A proposito di televisioni, è stato uno dei casi più mediatici della provincia di Brescia. Quanto pesò il grande interesse di tv e giornali?
Sicuramente il peso di quell’indagine fu molto amplificato dai mezzi di comunicazione. Basti pensare che l’appello con la fotografia degli zii fuori casa venne ricordato da un ragazzino della Vallecamonica che segnalò la presenza dello stesso Gatti in auto il giorno della scomparsa degli zii nella zona del passo del Vivione. Segno di quanto fin da subito il caso ebbe un’attenzione mediatica fuori dal comune. Non dimentichiamoci poi che il giorno del fermo l’allora procuratore capo fece una conferenza stampa e di fatto davanti ai giornalisti aveva già emesso una sentenza di condanna nei confronti di Guglielmo Gatti prima che venisse celebrato il processo.
Sono passati 20 anni dal caso Gatti-Donegani. Il suo assistito non ha mai confessato l’omicidio e neppure di aver fatto a pezzi gli zii e di aver gettato i resti del corpo tra il Vivione e a Passirano. Onestamente: lei gli ha sempre creduto?
Sempre, nel senso che non ho motivo di dubitare che lui fosse effettivamente innocente.
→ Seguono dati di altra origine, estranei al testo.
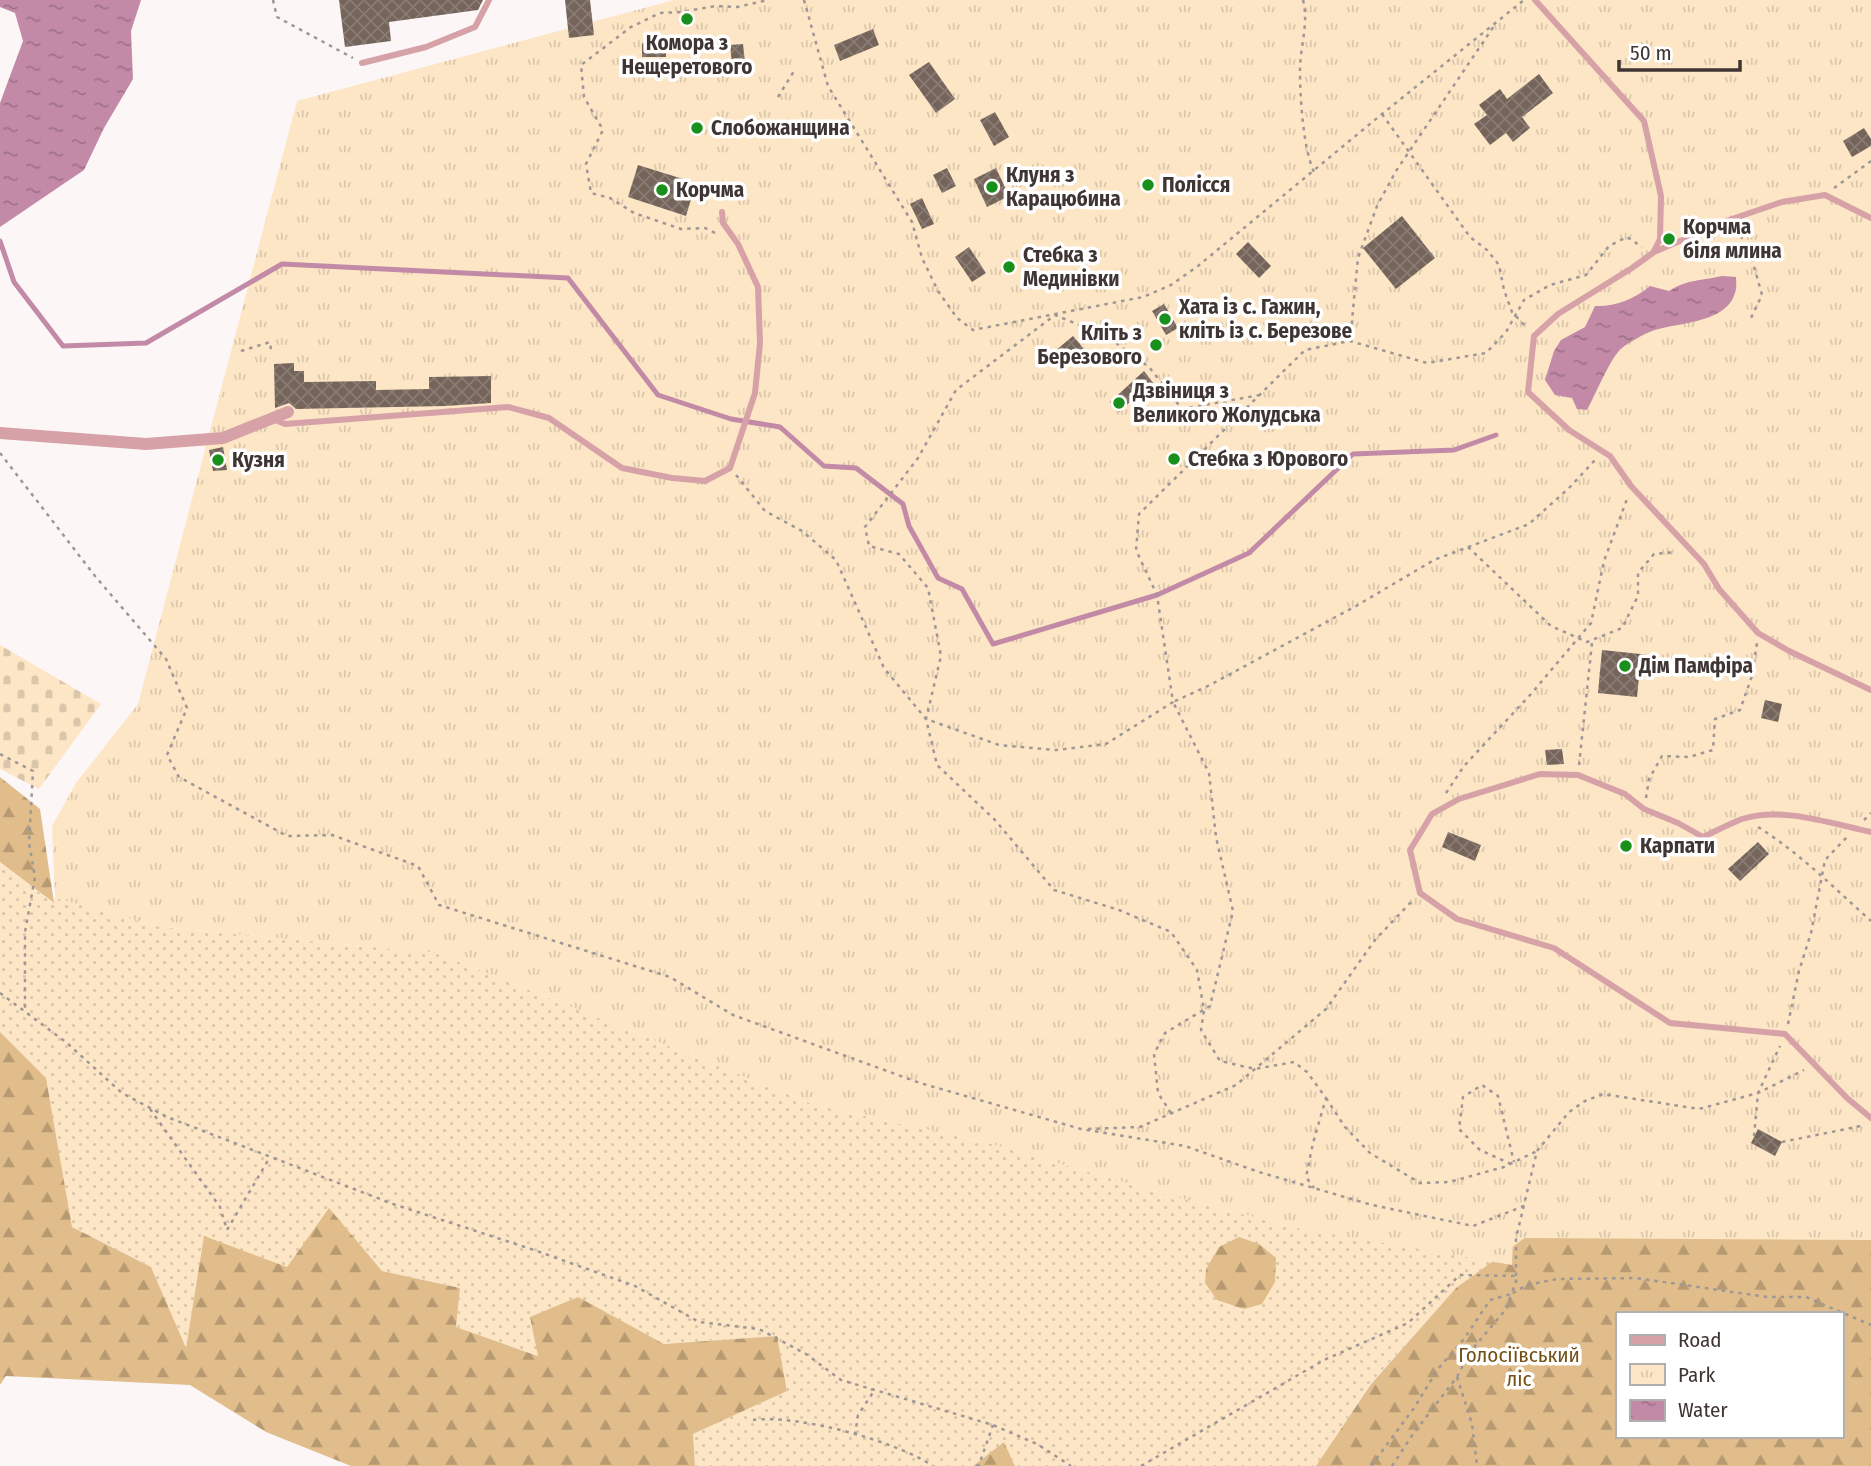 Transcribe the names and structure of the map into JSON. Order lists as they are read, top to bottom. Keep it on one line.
{"parks":["Голосіївський ліс"],"places":["Комора з Нещеретового","Слобожанщина","Полісся","Клуня з Карацюбина","Корчма","Корчма біля млина","Стебка з Мединівки","Хата із с. Гажин, кліть із с. Березове","Кліть з Березового","Дзвіниця з Великого Жолудська","Стебка з Юрового","Кузня","Дім Памфіра","Карпати"],"legend":["Road","Park","Water"],"scale_bar":"50 m"} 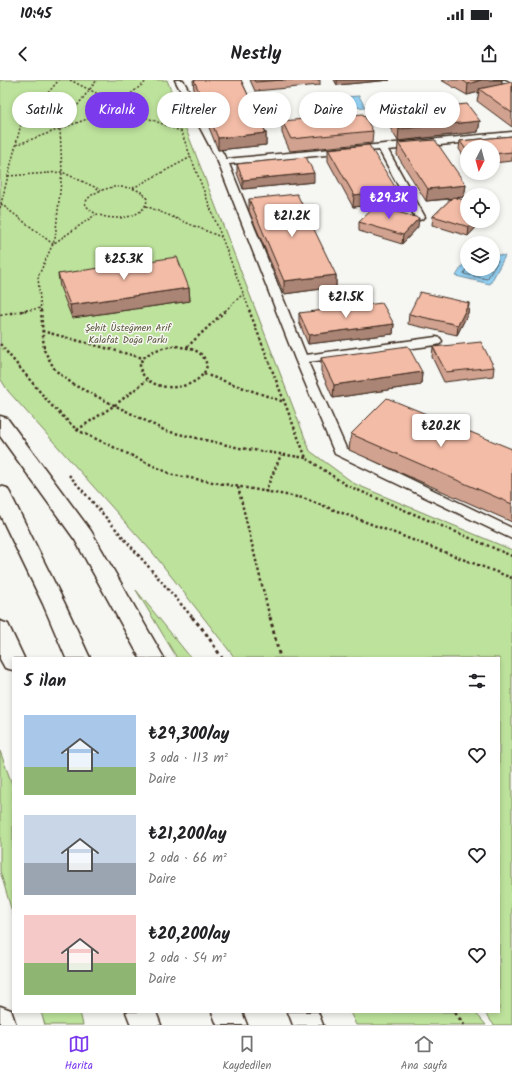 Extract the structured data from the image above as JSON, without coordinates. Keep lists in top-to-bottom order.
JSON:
{
  "parks": ["Şehit Üsteğmen Arif Kalafat Doğa Parkı"],
  "north": "bottom",
  "page": {
    "status": "10:45",
    "header": "Nestly",
    "chip": [
      "Satılık",
      "Kiralık",
      "Filtreler",
      "Yeni",
      "Daire",
      "Müstakil ev"
    ],
    "price": [
      "₺29.3K",
      "₺21.2K",
      "₺25.3K",
      "₺21.5K",
      "₺20.2K"
    ],
    "heading": "5 ilan",
    "list": [
      {
        "name": "₺29,300/ay",
        "note": "3 oda · 113 m² · Daire"
      },
      {
        "name": "₺21,200/ay",
        "note": "2 oda · 66 m² · Daire"
      },
      {
        "name": "₺20,200/ay",
        "note": "2 oda · 54 m² · Daire"
      }
    ],
    "tabs": ["Harita", "Kaydedilen", "Ana sayfa"]
  }
}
Eppure, ci sono prove che per gli inquirenti sono granitiche: quella appunto del riconoscimento del ragazzino che ha raccontato di averlo incrociato in auto sulle curve del passo del Vivione e poi «il cielo stellato» apparso ai carabinieri quando hanno usato il luminol nel garage di via Ugolini definito dall’allora procuratore Tarquini «il mattatoio».

Ci sono ovviamente delle prove soprattutto quelle scientifiche, e la giurisprudenza attuale sul punto ne è la conferma, che possono essere lette a seconda di chi le fornisce; quindi, a seconda di chi le fa. Le prove scientifiche possono servire, ma non possono esser le uniche che dirigono verso una assoluzione o una condanna
È immaginabile che un uomo così, della sua corporatura, possa aver fatto tutto da solo? Ha mai pensato potesse essere il mandante e non l’esecutore?
È una domanda lecita anche perché le risultanze avute dall’autopsia sui due cadaveri davano prova del fatto che su un corpo era stato fatto un depezzamento diciamo rude, mentre sull'altro invece era stata utilizzata una tecnica molto più sofisticata, molto più precisa tanto è vero che ci eravamo chiesti se fossero due mani diverse o, meglio, quattro mani in totale. Aspetto peraltro condiviso dal consulente della procura stessa.

Ma se Gatti si proclama innocente e lei non ha motivi per non credergli, perché non avete mai pensato alla revisione del processo?
Perché lui non mi ha mai manifestato alcuna intenzione in tal senso e non vorrebbe più essere ricordato e nominato per quel caso. Mi ha sempre detto che lui quello che doveva dire, l’ha già riferito nelle sedi istituzionali, cioè nel corso del dibattimento davanti alla Corte. E da quel punto non si è più discostato, confermandomi ancora una volta la sua linea di coerenza.